**WORK REQUEST:** Every line from the one containing "pinky dip: (1288, 846)" to the one containing "index mcp: (1353, 795)" in the records below, both included, must be set down exactly, and no other line.

[[ DATA FOR REVIEW open ]]

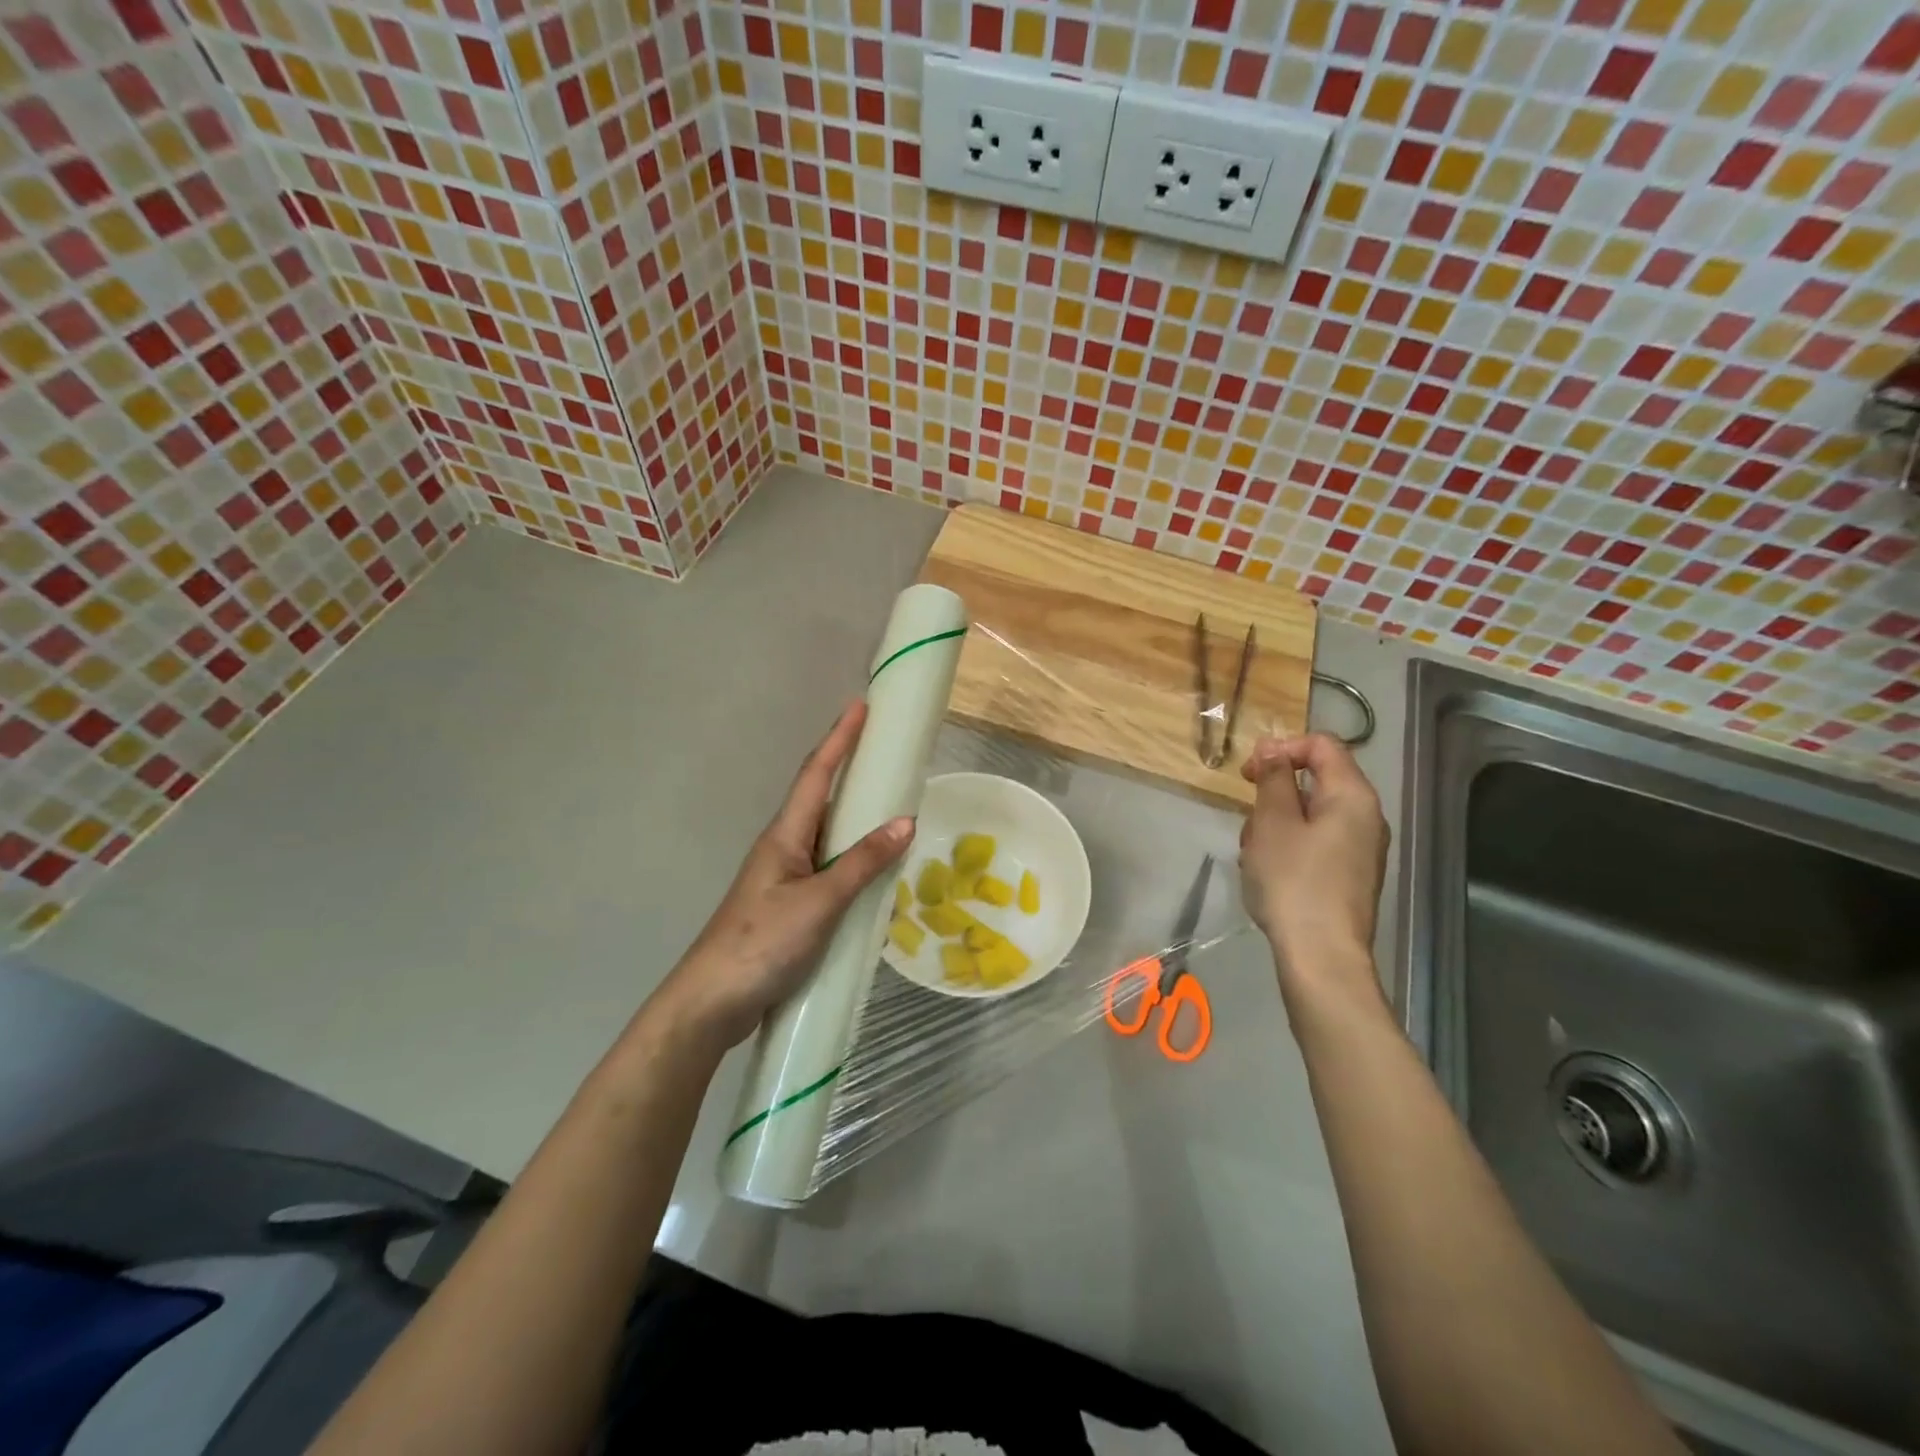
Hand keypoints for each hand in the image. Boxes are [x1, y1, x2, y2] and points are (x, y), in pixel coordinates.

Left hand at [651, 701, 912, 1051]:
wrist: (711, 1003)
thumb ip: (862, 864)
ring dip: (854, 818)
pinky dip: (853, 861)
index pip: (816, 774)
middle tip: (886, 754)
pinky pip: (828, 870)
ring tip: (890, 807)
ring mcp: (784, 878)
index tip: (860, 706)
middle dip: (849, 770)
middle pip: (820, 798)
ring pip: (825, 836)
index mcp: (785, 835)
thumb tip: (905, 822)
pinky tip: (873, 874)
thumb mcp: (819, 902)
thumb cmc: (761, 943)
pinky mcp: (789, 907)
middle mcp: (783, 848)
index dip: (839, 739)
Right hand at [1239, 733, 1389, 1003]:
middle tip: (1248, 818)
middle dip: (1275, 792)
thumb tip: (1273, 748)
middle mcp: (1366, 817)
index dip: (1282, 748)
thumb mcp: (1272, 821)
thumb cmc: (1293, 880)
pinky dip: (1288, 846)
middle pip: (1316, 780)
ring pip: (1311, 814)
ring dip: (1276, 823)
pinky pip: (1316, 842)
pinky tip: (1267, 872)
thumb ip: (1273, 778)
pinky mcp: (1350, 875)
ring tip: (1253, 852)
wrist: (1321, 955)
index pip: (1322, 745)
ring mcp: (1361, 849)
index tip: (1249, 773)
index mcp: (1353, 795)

[[ DATA FOR REVIEW closed ]]
[[ DATA FOR REVIEW open ]]

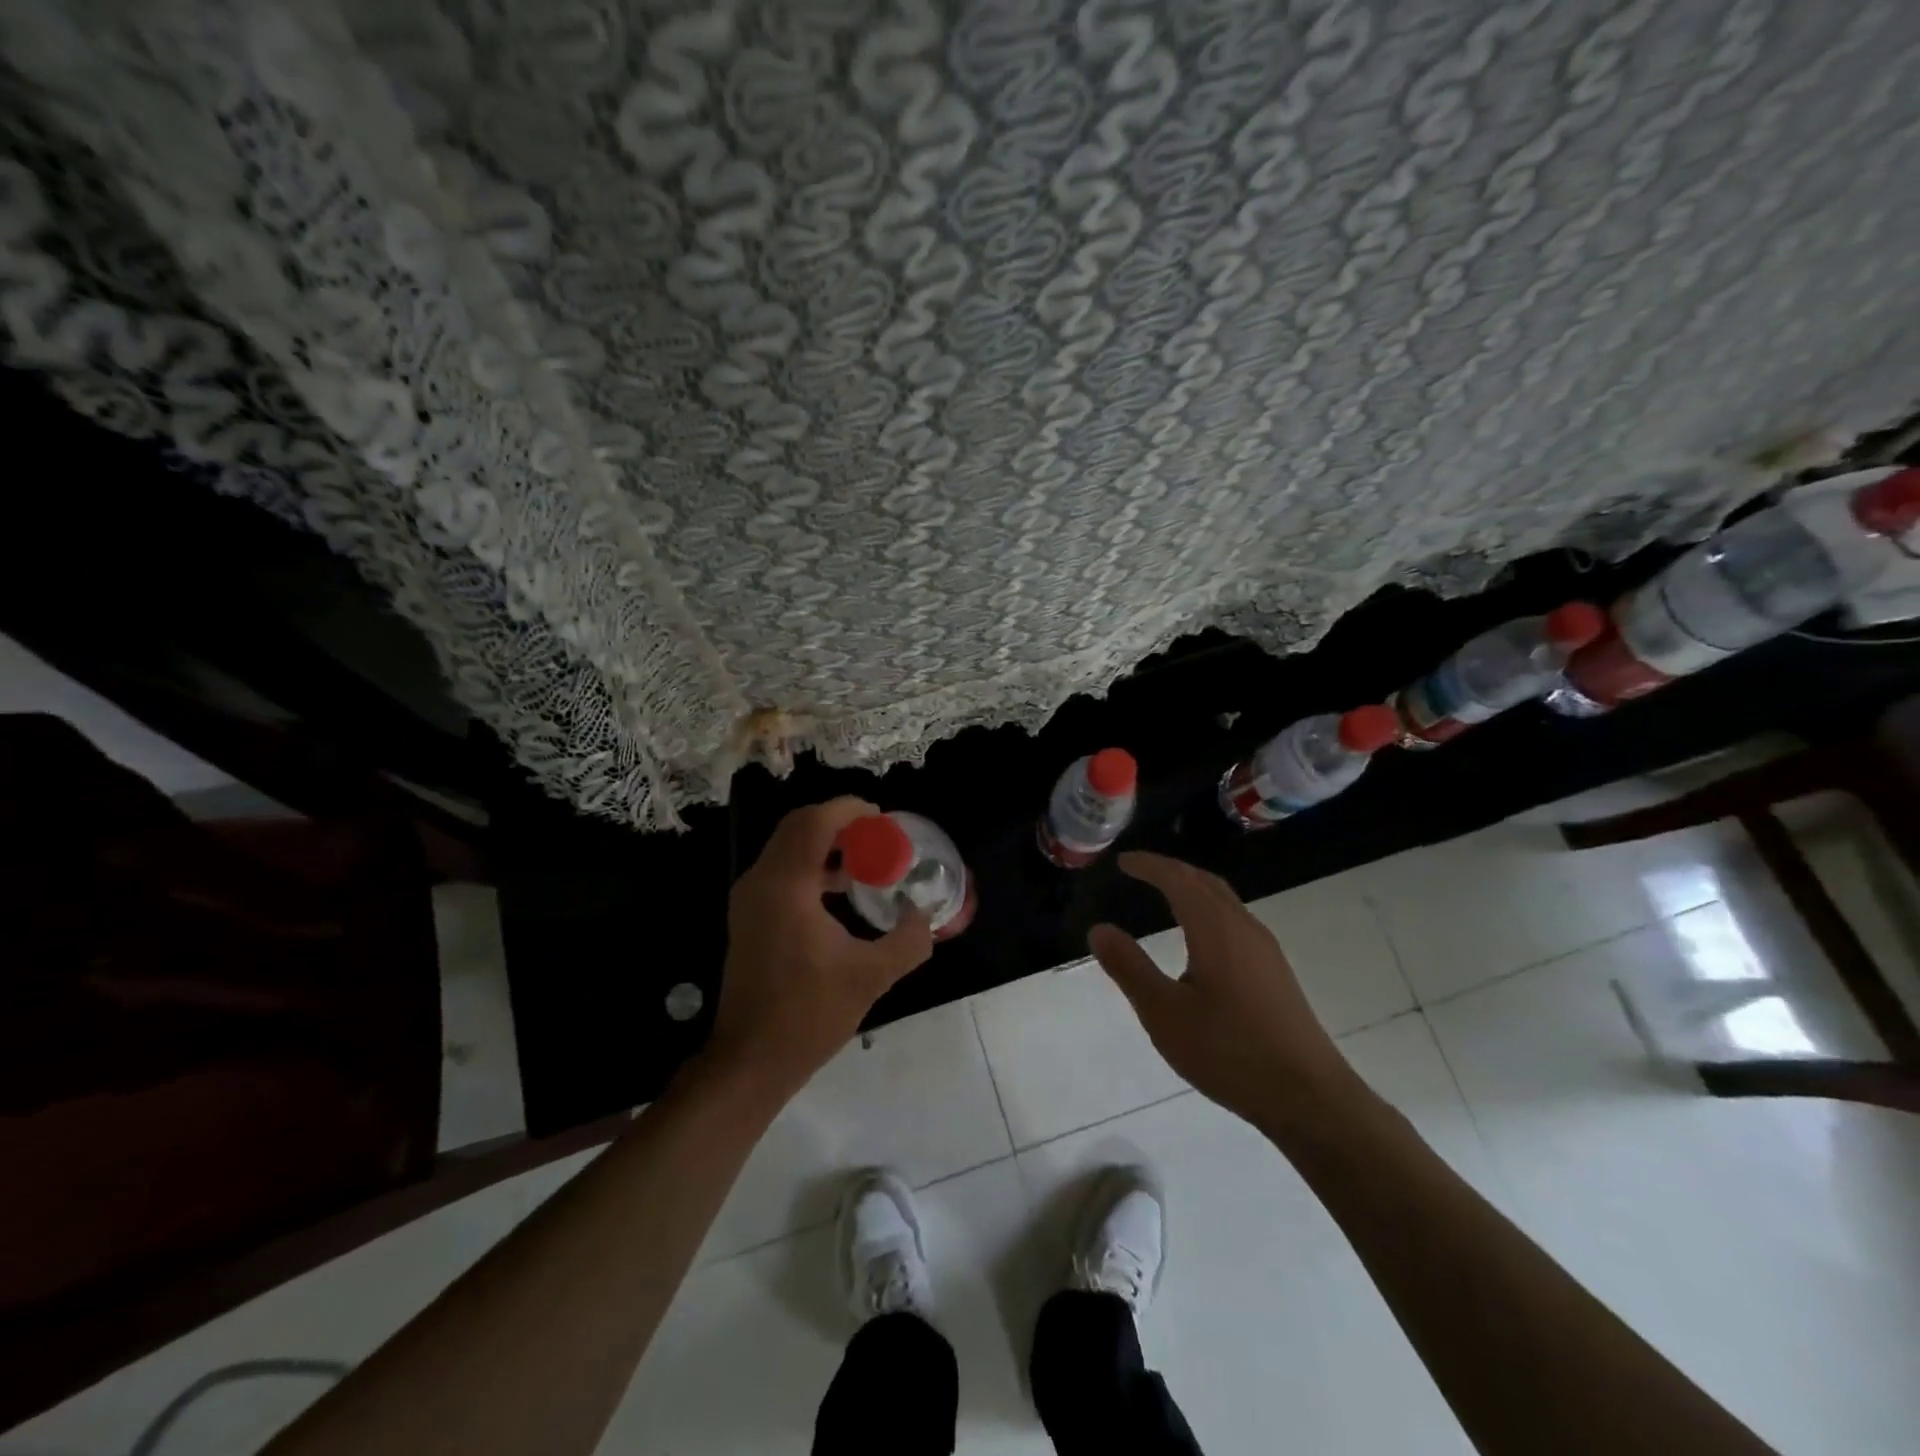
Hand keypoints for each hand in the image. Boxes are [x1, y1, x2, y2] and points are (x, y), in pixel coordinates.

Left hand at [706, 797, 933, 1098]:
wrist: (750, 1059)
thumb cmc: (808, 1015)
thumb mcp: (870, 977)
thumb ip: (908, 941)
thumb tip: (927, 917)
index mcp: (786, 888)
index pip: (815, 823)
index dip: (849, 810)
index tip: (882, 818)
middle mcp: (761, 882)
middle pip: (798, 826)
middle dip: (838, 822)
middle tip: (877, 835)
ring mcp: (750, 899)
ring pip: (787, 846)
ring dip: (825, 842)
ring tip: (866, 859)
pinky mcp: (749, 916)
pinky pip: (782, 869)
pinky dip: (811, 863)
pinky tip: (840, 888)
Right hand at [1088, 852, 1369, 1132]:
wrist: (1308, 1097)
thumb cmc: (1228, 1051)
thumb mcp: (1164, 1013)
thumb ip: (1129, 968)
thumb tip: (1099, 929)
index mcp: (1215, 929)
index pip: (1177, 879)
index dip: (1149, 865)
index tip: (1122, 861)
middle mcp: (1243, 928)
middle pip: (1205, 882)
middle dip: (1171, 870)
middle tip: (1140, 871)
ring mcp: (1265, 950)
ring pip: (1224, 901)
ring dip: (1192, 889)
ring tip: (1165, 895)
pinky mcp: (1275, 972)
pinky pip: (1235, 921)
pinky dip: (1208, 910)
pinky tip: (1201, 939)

[[ DATA FOR REVIEW closed ]]
[[ DATA FOR REVIEW open ]]

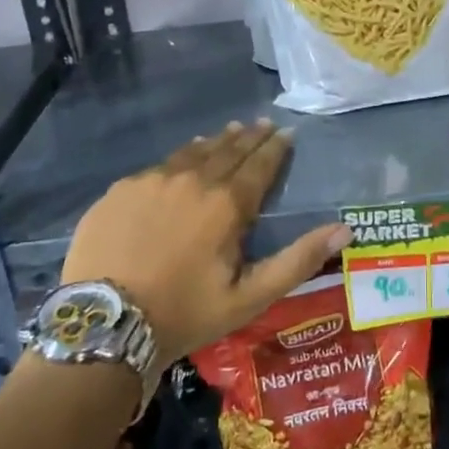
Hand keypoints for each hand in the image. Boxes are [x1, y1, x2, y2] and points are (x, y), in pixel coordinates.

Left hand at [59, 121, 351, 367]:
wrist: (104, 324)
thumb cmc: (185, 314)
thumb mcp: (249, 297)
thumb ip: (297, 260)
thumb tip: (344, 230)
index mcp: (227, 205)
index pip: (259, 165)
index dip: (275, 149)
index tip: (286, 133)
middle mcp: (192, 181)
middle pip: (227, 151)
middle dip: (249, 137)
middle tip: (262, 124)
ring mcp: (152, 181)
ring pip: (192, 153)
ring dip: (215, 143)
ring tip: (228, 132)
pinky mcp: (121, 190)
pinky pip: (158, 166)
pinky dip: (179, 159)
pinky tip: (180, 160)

[[ DATA FOR REVIEW closed ]]

**OUTPUT:**
pinky dip: (1288, 846)
middle pip: (1316, 780)
ring pip: (1311, 814)
ring dip: (1276, 823)
pinky pip: (1316, 842)
pinky tip: (1267, 872)
thumb ip: (1273, 778)
pinky mcp: (1350, 875)
ring tip: (1253, 852)
wrist: (1321, 955)
index pip: (1322, 745)
ring mcp: (1361, 849)
index tip: (1249, 773)
index mcp: (1353, 795)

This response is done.